Orientation Statistics and Quantum Information

TL;DR

This paper explores the connection between orientation statistics and quantum information, introducing probability distributions on Stiefel manifolds to analyze quantum states and operations, and examining their geometric properties.

Contribution

It applies exponential family theory on Stiefel manifolds to quantum information, enabling new inference and sampling methods, and investigates the convex geometry of quantum operations.

Findings

Identifies natural probability distributions for quantum systems

Links exponential families on Stiefel manifolds to quantum inference

Characterizes quantum operations as averages of random operations

Abstract

Motivated by the engineering applications of uncertainty quantification, in this work we draw connections between the notions of random quantum states and operations in quantum information with probability distributions commonly encountered in the field of orientation statistics.
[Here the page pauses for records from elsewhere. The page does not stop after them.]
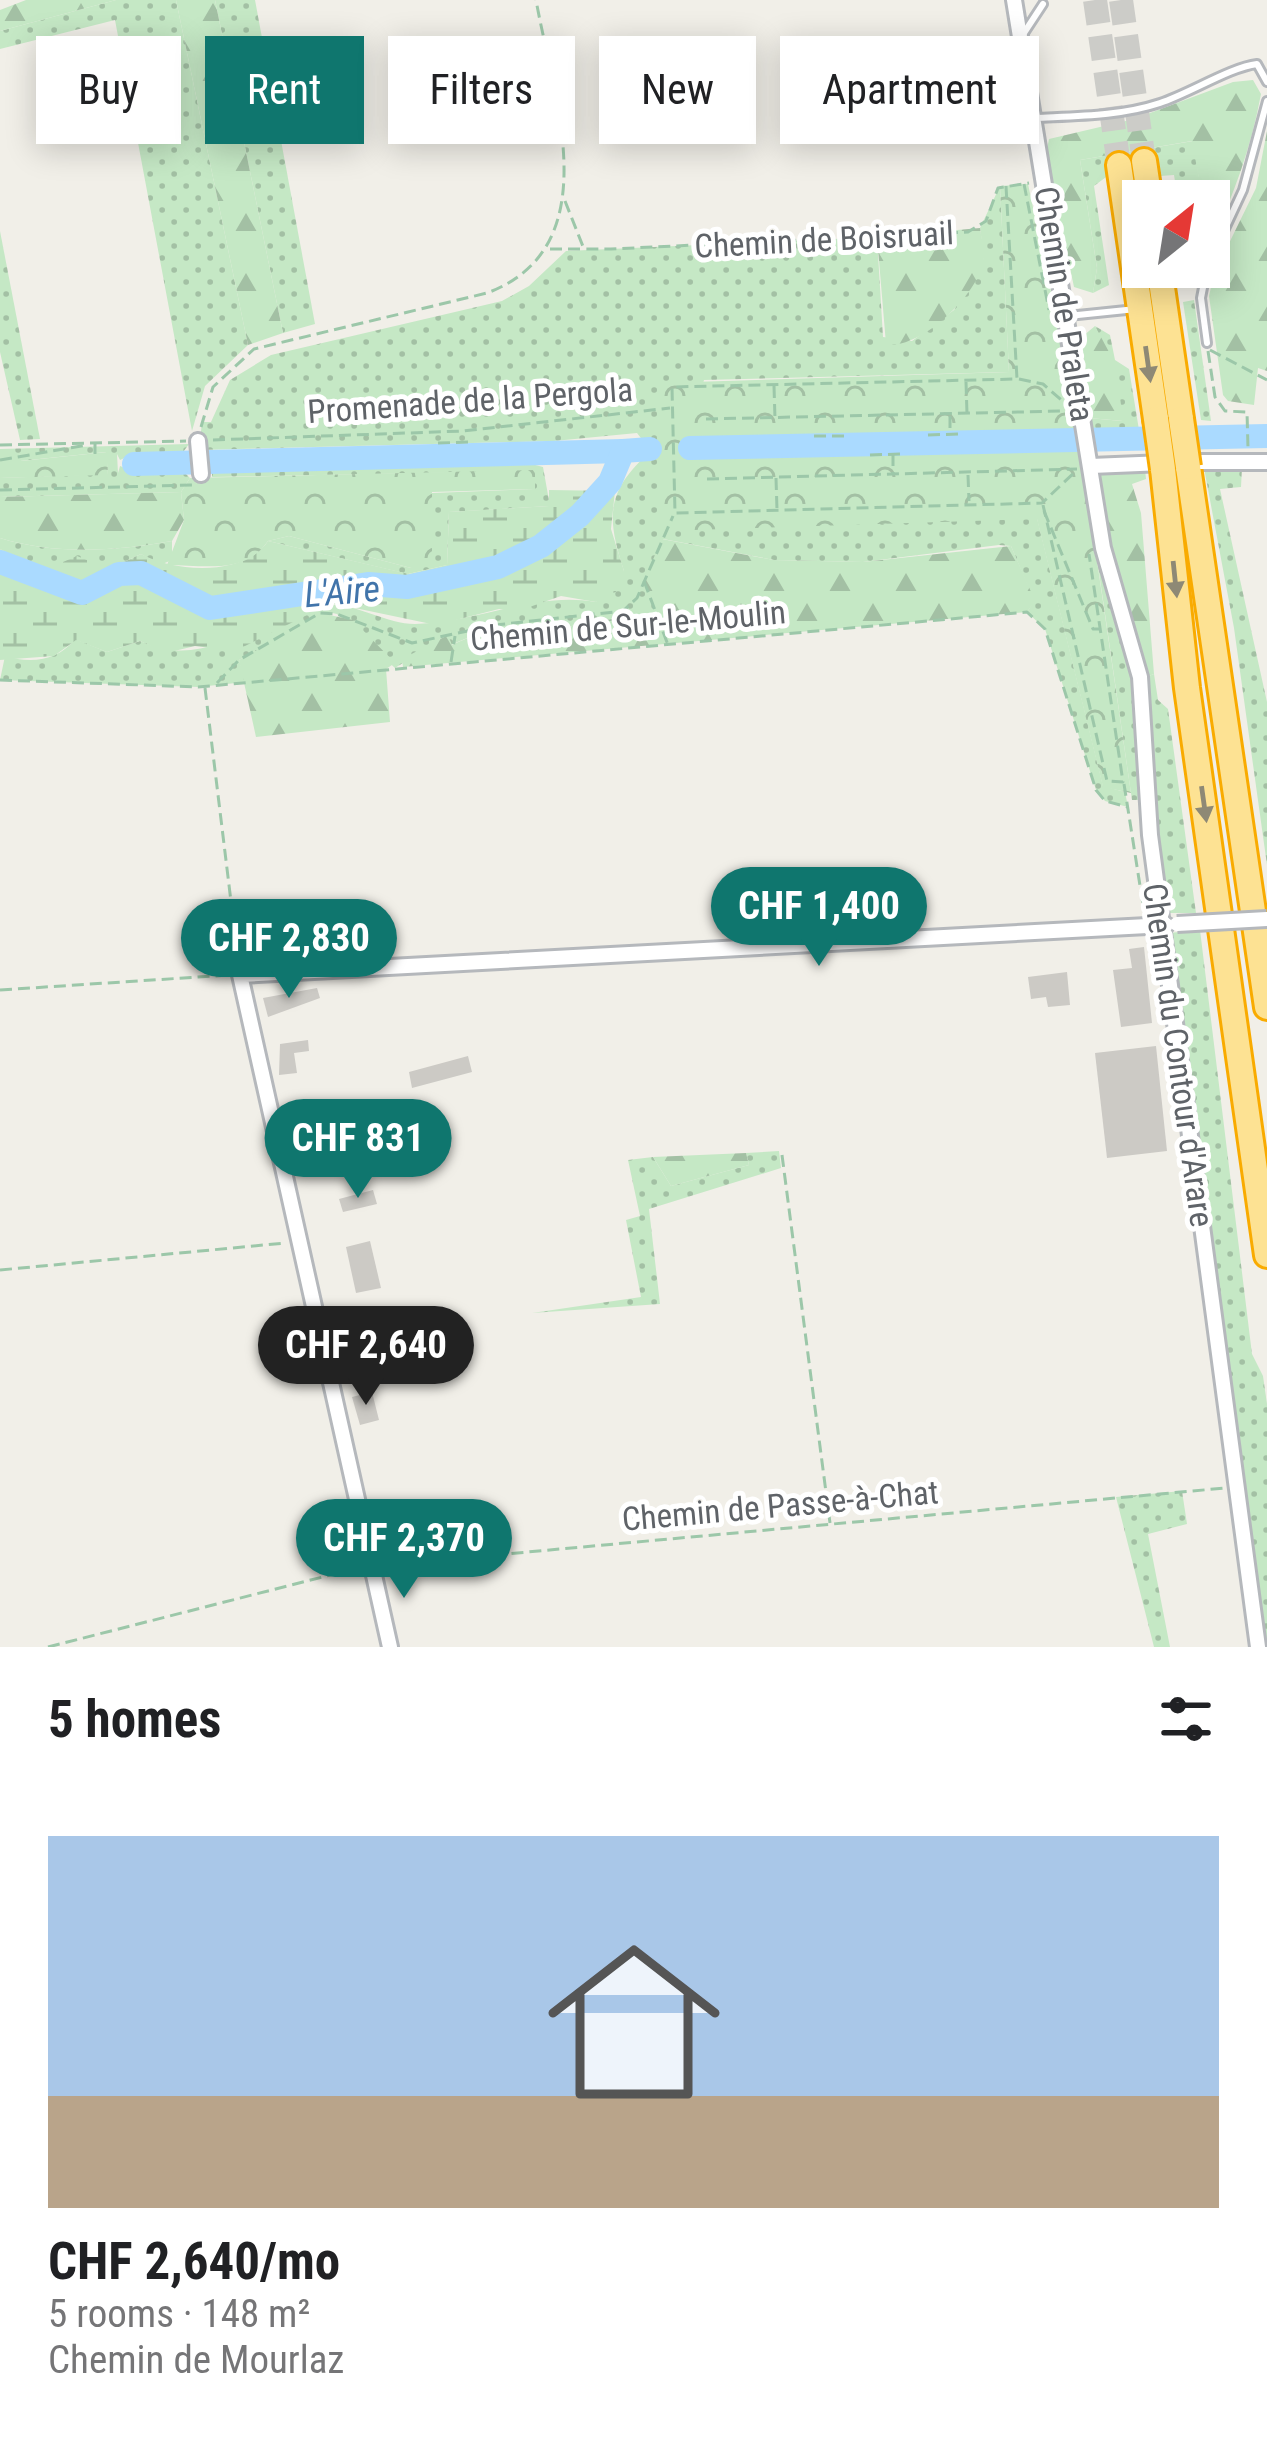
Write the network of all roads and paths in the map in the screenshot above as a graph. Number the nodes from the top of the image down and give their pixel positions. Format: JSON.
{"nodes":[{"id":1,"x":536,"y":0,"type":"edge"},
{"id":2,"x":1014,"y":0,"type":"edge"},
{"id":3,"x":1042,"y":4,"type":"dead end"},
{"id":4,"x":1021,"y":36,"type":"edge"},
{"id":5,"x":1022,"y":36,"type":"edge"},
{"id":6,"x":1267,"y":82,"type":"edge"},
{"id":7,"x":1267,"y":101,"type":"edge"},
{"id":8,"x":1039,"y":118,"type":"edge"},
{"id":9,"x":1039,"y":137,"type":"edge"},
{"id":10,"x":1132,"y":180,"type":"edge"},
{"id":11,"x":1140,"y":180,"type":"edge"},
{"id":12,"x":1035,"y":182,"type":"dead end"},
{"id":13,"x":1006,"y":186,"type":"junction"},
{"id":14,"x":565,"y":201,"type":"junction"},
{"id":15,"x":1230,"y":218,"type":"edge"},
{"id":16,"x":549,"y":248,"type":"junction"},
{"id":17,"x":584,"y":249,"type":"junction"},
{"id":18,"x":1139,"y":288,"type":"edge"},
{"id":19,"x":1161,"y":288,"type":"edge"},
{"id":20,"x":1204,"y":288,"type":"edge"},
{"id":21,"x":1140,"y":309,"type":"junction"},
{"id":22,"x":1068,"y":316,"type":"junction"},
{"id":23,"x":1207,"y":345,"type":"junction"},
{"id":24,"x":1017,"y":379,"type":"junction"},
{"id":25,"x":966,"y":380,"type":"junction"},
{"id":26,"x":1267,"y":380,"type":"edge"},
{"id":27,"x":774,"y":384,"type":"junction"},
{"id":28,"x":672,"y":408,"type":"junction"},
{"id":29,"x":950,"y":414,"type":"junction"},
{"id":30,"x":967,"y":414,"type":"junction"},
{"id":31,"x":706,"y":419,"type":"dead end"},
{"id":32,"x":775,"y":419,"type":"junction"},
{"id":33,"x":1168,"y":419,"type":"junction"},
{"id":34,"x":446,"y":432,"type":"junction"},
{"id":35,"x":950,"y":434,"type":"junction"},
{"id":36,"x":959,"y":434,"type":"dead end"},
{"id":37,"x":928,"y":435,"type":"dead end"},
{"id":38,"x":814,"y":436,"type":"dead end"},
{"id":39,"x":844,"y":436,"type":"dead end"},
{"id":40,"x":470,"y":442,"type":"dead end"},
{"id":41,"x":95,"y":443,"type":"junction"},
{"id":42,"x":438,"y":443,"type":"dead end"},
{"id":43,"x":447,"y":443,"type":"junction"},
{"id":44,"x":0,"y":445,"type":"edge"},
{"id":45,"x":199,"y":445,"type":"junction"},
{"id":46,"x":95,"y":454,"type":"dead end"},
{"id":47,"x":892,"y":454,"type":"junction"},
{"id":48,"x":901,"y":454,"type":"dead end"},
{"id":49,"x":1249,"y":454,"type":"dead end"},
{"id":50,"x":871,"y":455,"type":"dead end"},
{"id":51,"x":0,"y":460,"type":"edge"},
{"id":52,"x":1267,"y":462,"type":"edge"},
{"id":53,"x":1087,"y":464,"type":"junction"},
{"id":54,"x":1176,"y":468,"type":"junction"},
{"id":55,"x":968,"y":473,"type":"junction"},
{"id":56,"x":200,"y":474,"type":"joint"},
{"id":57,"x":893,"y":475,"type":"junction"},
{"id":58,"x":776,"y":476,"type":"junction"},
{"id":59,"x":707,"y":479,"type":"dead end"},
{"id":60,"x":0,"y":490,"type":"edge"},
{"id":61,"x":1080,"y":490,"type":"dead end"},
{"id":62,"x":1042,"y":503,"type":"junction"},
{"id":63,"x":969,"y":505,"type":"junction"},
{"id":64,"x":777,"y":510,"type":"junction"},
{"id":65,"x":1043,"y":510,"type":"junction"},
{"id":66,"x":675,"y":513,"type":"junction"},
{"id":67,"x":1086,"y":536,"type":"dead end"},
{"id":68,"x":644,"y":580,"type":"junction"},
{"id":69,"x":1101,"y":628,"type":"junction"},
{"id":70,"x":455,"y":634,"type":"junction"},
{"id":71,"x":668,"y":645,"type":"junction"},
{"id":72,"x":451,"y":665,"type":"junction"},
{"id":73,"x":0,"y":680,"type":"edge"},
{"id":74,"x":216,"y":685,"type":"junction"},
{"id":75,"x":205,"y":686,"type":"junction"},
{"id":76,"x":1123,"y":782,"type":"junction"},
{"id":77,"x":1128,"y":807,"type":"junction"},
{"id":78,"x":1267,"y":919,"type":"edge"},
{"id":79,"x":1162,"y":925,"type":"junction"},
{"id":80,"x":240,"y":975,"type":"junction"},
{"id":81,"x":0,"y":990,"type":"edge"},
{"id":82,"x":1267,"y":1007,"type":"edge"},
{"id":83,"x":782,"y":1155,"type":"dead end"},
{"id":84,"x":299,"y":1241,"type":"junction"},
{"id":85,"x":1267,"y":1255,"type":"edge"},
{"id":86,"x":0,"y":1270,"type":"edge"},
{"id":87,"x":1238,"y":1487,"type":"junction"},
{"id":88,"x":830,"y":1525,"type":"junction"},
{"id":89,"x":370,"y":1566,"type":"junction"},
{"id":90,"x":89,"y":1636,"type":"junction"},
{"id":91,"x":48,"y":1647,"type":"edge"},
{"id":92,"x":92,"y":1647,"type":"edge"},
{"id":93,"x":390,"y":1647,"type":"edge"},
{"id":94,"x":1258,"y":1647,"type":"edge"}],
"edges":[{"from":1,"to":14,"type":"path"},
{"from":2,"to":4,"type":"street","name":"Chemin de Praleta"},
{"from":3,"to":5,"type":"lane"},
{"from":6,"to":8,"type":"lane"},
{"from":7,"to":15,"type":"lane"},
{"from":9,"to":22,"type":"street","name":"Chemin de Praleta"},
{"from":10,"to":11,"type":"highway"},
{"from":12,"to":13,"type":"path"},
{"from":13,"to":17,"type":"path","name":"Chemin de Boisruail"},
{"from":13,"to":24,"type":"path"},
{"from":14,"to":16,"type":"path"},
{"from":14,"to":17,"type":"path"},
{"from":16,"to":17,"type":"path","name":"Chemin de Boisruail"},
{"from":16,"to":45,"type":"path"},
{"from":18,"to":21,"type":"highway"},
{"from":19,"to":33,"type":"highway"},
{"from":20,"to":23,"type":"lane"},
{"from":21,"to":22,"type":"lane"},
{"from":21,"to":33,"type":"highway","one_way":true},
{"from":22,"to":53,"type":"street","name":"Chemin de Praleta"},
{"from":23,"to":26,"type":"path"},
{"from":23,"to":49,"type":"path"},
{"from":24,"to":25,"type":"path","name":"Promenade de la Pergola"},
{"from":24,"to":30,"type":"path"},
{"from":25,"to":27,"type":"path","name":"Promenade de la Pergola"},
{"from":25,"to":30,"type":"path"},
{"from":27,"to":28,"type":"path","name":"Promenade de la Pergola"},
{"from":27,"to":32,"type":"path"},
{"from":28,"to":34,"type":"path","name":"Promenade de la Pergola"},
{"from":28,"to":66,"type":"path"},
{"from":29,"to":30,"type":"path"},
{"from":29,"to":32,"type":"path"},
{"from":29,"to":35,"type":"path"},
{"from":31,"to":32,"type":"path"},
{"from":33,"to":54,"type":"highway","bridge":true},
{"from":34,"to":43,"type":"path"},
{"from":34,"to":45,"type":"path","name":"Promenade de la Pergola"},
{"from":35,"to":36,"type":"path"},
{"from":35,"to":37,"type":"path"},
{"from":38,"to":39,"type":"path"},
{"from":40,"to":43,"type":"path"},
{"from":41,"to":44,"type":"path","name":"Promenade de la Pergola"},
{"from":41,"to":45,"type":"path","name":"Promenade de la Pergola"},
{"from":41,"to":46,"type":"path"},
{"from":41,"to":51,"type":"path"},
{"from":42,"to":43,"type":"path"},
{"from":45,"to":56,"type":"street"},
{"from":47,"to":48,"type":"path"},
{"from":47,"to":50,"type":"path"},
{"from":47,"to":57,"type":"path"},
{"from":52,"to":53,"type":"street"},
{"from":53,"to":55,"type":"path"},
{"from":53,"to":61,"type":"path"},
{"from":53,"to":62,"type":"path"},
{"from":53,"to":79,"type":"street","name":"Chemin du Contour d'Arare"},
{"from":54,"to":82,"type":"highway"},
{"from":54,"to":85,"type":"highway","one_way":true},
{"from":55,"to":57,"type":"path"},
{"from":55,"to":63,"type":"path"},
{"from":56,"to":60,"type":"path"},
{"from":57,"to":58,"type":"path"},
{"from":58,"to":59,"type":"path"},
{"from":58,"to":64,"type":"path"},
{"from":62,"to":63,"type":"path"},
{"from":62,"to":65,"type":"path"},
{"from":63,"to":64,"type":"path"},
{"from":64,"to":66,"type":"path"},
{"from":65,"to":69,"type":"path"},
{"from":65,"to":76,"type":"path"},
{"from":66,"to":68,"type":"path"},
{"from":67,"to":69,"type":"path"},
{"from":68,"to":70,"type":"path"},
{"from":68,"to":71,"type":"path"},
{"from":69,"to":76,"type":"path"},
{"from":70,"to":72,"type":"path"},
{"from":70,"to":74,"type":"path"},
{"from":71,"to":72,"type":"path","name":"Chemin de Sur-le-Moulin"},
{"from":71,"to":77,"type":"path","name":"Chemin de Sur-le-Moulin"},
{"from":72,"to":74,"type":"path","name":"Chemin de Sur-le-Moulin"},
{"from":73,"to":75,"type":"path","name":"Chemin de Sur-le-Moulin"},
{"from":74,"to":75,"type":"path","name":"Chemin de Sur-le-Moulin"},
{"from":75,"to":80,"type":"path"},
{"from":76,"to":77,"type":"path"},
{"from":77,"to":79,"type":"path"},
{"from":78,"to":79,"type":"street","bridge":true},
{"from":79,"to":80,"type":"street"},
{"from":79,"to":87,"type":"street","name":"Chemin du Contour d'Arare"},
{"from":80,"to":81,"type":"path"},
{"from":80,"to":84,"type":"street"},
{"from":83,"to":88,"type":"path"},
{"from":84,"to":86,"type":"path"},
{"from":84,"to":89,"type":"street"},
{"from":87,"to":88,"type":"path","name":"Chemin de Passe-à-Chat"},
{"from":87,"to":94,"type":"street","name":"Chemin du Contour d'Arare"},
{"from":88,"to":89,"type":"path","name":"Chemin de Passe-à-Chat"},
{"from":89,"to":90,"type":"path","name":"Chemin de Passe-à-Chat"},
{"from":89,"to":93,"type":"street"},
{"from":90,"to":91,"type":"path","name":"Chemin de Passe-à-Chat"},
{"from":90,"to":92,"type":"path"}]}
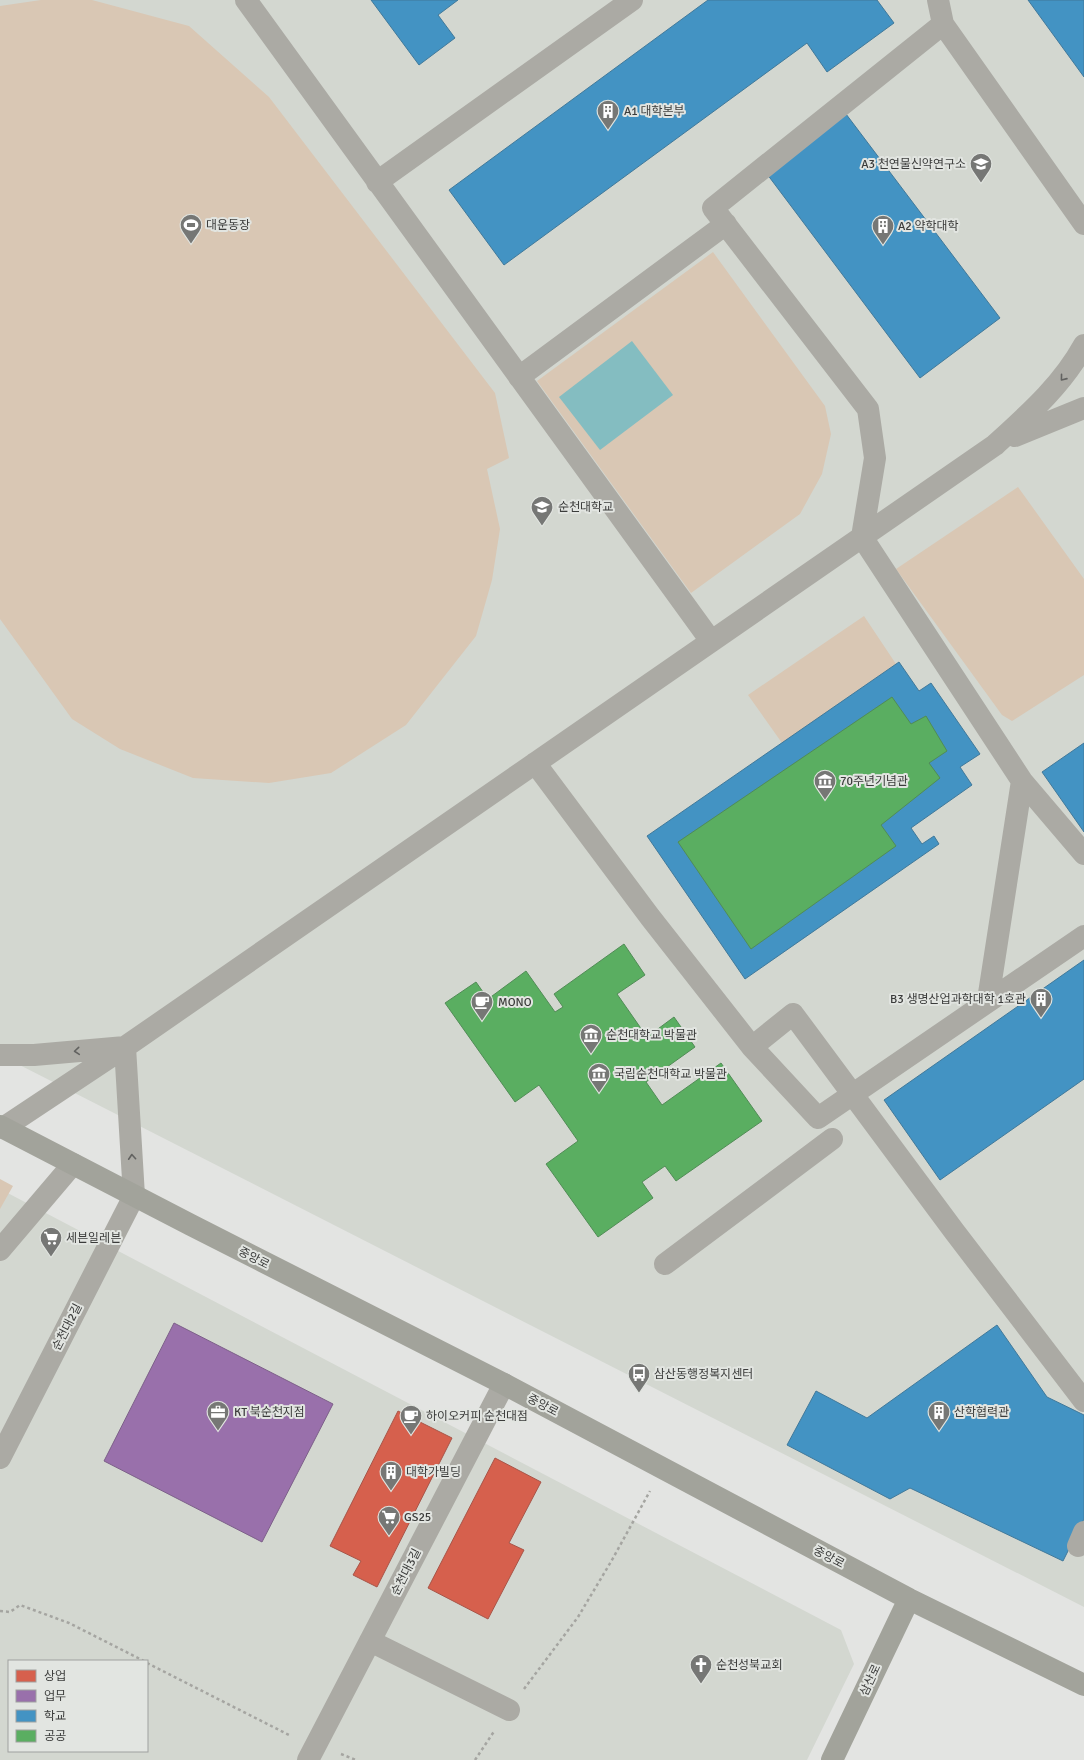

This approach identifies natural probability distributions that can be used in the analysis, simulation, and inference of quantum information systems. The theory of exponential families on Stiefel manifolds provides the appropriate generalization to the classical case, and fortunately there are many existing techniques for inference and sampling that exist for these distributions. Furthermore, this viewpoint motivates a number of additional questions into the convex geometry of quantum operations relative to both the differential geometry of Stiefel manifolds as well as the information geometry of exponential families defined upon them. In particular, we draw on results from convex geometry to characterize which quantum operations can be represented as the average of a random quantum operation.